Improve the first contentful paint time in Angular using the app shell technique



The angular app shell is a special technique to show very minimalist content until the web browser downloads the actual content of the page, So how this matter? This technique helps in two ways, firstly it improves the customer experience by letting users know that the web page is loading, and secondly, and the most important thing it reduces First Contentful Paint time drastically, and hence it improves your page performance score.

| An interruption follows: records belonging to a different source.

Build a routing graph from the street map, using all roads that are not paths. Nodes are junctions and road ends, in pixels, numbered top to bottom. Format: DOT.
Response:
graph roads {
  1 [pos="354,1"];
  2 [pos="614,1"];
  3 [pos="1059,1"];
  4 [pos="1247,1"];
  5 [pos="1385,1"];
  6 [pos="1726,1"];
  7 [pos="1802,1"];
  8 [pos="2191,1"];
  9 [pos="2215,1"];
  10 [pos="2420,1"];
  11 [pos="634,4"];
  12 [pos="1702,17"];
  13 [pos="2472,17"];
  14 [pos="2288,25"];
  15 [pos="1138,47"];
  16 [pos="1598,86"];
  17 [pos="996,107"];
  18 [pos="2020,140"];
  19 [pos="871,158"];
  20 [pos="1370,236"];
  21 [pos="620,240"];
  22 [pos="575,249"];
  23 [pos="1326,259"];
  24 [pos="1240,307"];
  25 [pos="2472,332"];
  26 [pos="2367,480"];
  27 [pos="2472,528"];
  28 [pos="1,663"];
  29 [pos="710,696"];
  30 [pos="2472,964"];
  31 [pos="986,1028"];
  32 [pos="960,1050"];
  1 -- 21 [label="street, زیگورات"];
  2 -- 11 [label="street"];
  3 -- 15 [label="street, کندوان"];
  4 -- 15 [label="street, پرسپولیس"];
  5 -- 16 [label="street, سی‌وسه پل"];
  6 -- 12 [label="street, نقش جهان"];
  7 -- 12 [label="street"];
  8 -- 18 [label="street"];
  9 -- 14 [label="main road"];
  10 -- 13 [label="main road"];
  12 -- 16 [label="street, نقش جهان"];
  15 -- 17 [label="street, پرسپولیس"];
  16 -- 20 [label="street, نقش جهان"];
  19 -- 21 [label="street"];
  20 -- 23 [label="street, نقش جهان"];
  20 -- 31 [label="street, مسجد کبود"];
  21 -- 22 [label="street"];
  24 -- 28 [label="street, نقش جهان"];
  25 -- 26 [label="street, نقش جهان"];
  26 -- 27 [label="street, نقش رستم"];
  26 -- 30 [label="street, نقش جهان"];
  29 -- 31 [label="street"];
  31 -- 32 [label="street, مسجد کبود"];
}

There are many questions asked around Angular App shell technique in the official Git Repo, So in order to help the community, Git repository has been added for reference and hosted these applications in Heroku so that anyone can easily compare the results in PageSpeed Insights.

Angular WITHOUT app shell

  1. Github Repo:https://github.com/allabouttech0803/universal-tutorial-without-app-shell
  1. Demo URL:https://universal-tutorial-woapp-shell.herokuapp.com/tutorials

Angular WITH app shell

  1. Github Repo:https://github.com/allabouttech0803/universal-tutorial-with-app-shell
  1. Demo URL:https://universal-tutorial-app-shell.herokuapp.com/tutorials

After performing multiple tests, indeed the application with App shell enabled wins by 9% on average compared to the application without app shell and please note that performance is analyzed from web.dev

Performance results of Angular Application WITHOUT App Shell



Performance results of Angular Application WITH App Shell



As you can notice from the above results that the first contentful paint time is reduced by 1.2 seconds this will help in showing the users as early that the web application is loading

So now if you want to enable the app shell to your existing application follow these steps to add app shell to your existing application.

Step 1): Generate the the shell component by executing below command

ng generate app-shell

Step 2): You can notice that there are some changes in your workspace after running the above angular schematics, such as there is a new entry in angular.json for app-shell and also majorly there is new file introduced named with app.server.module.ts as shown below, In fact, this is where all magic happens as you can see that there is new route is introduced with 'shell' and this will be pre-rendered during build time itself and displayed to the users until real content is loaded.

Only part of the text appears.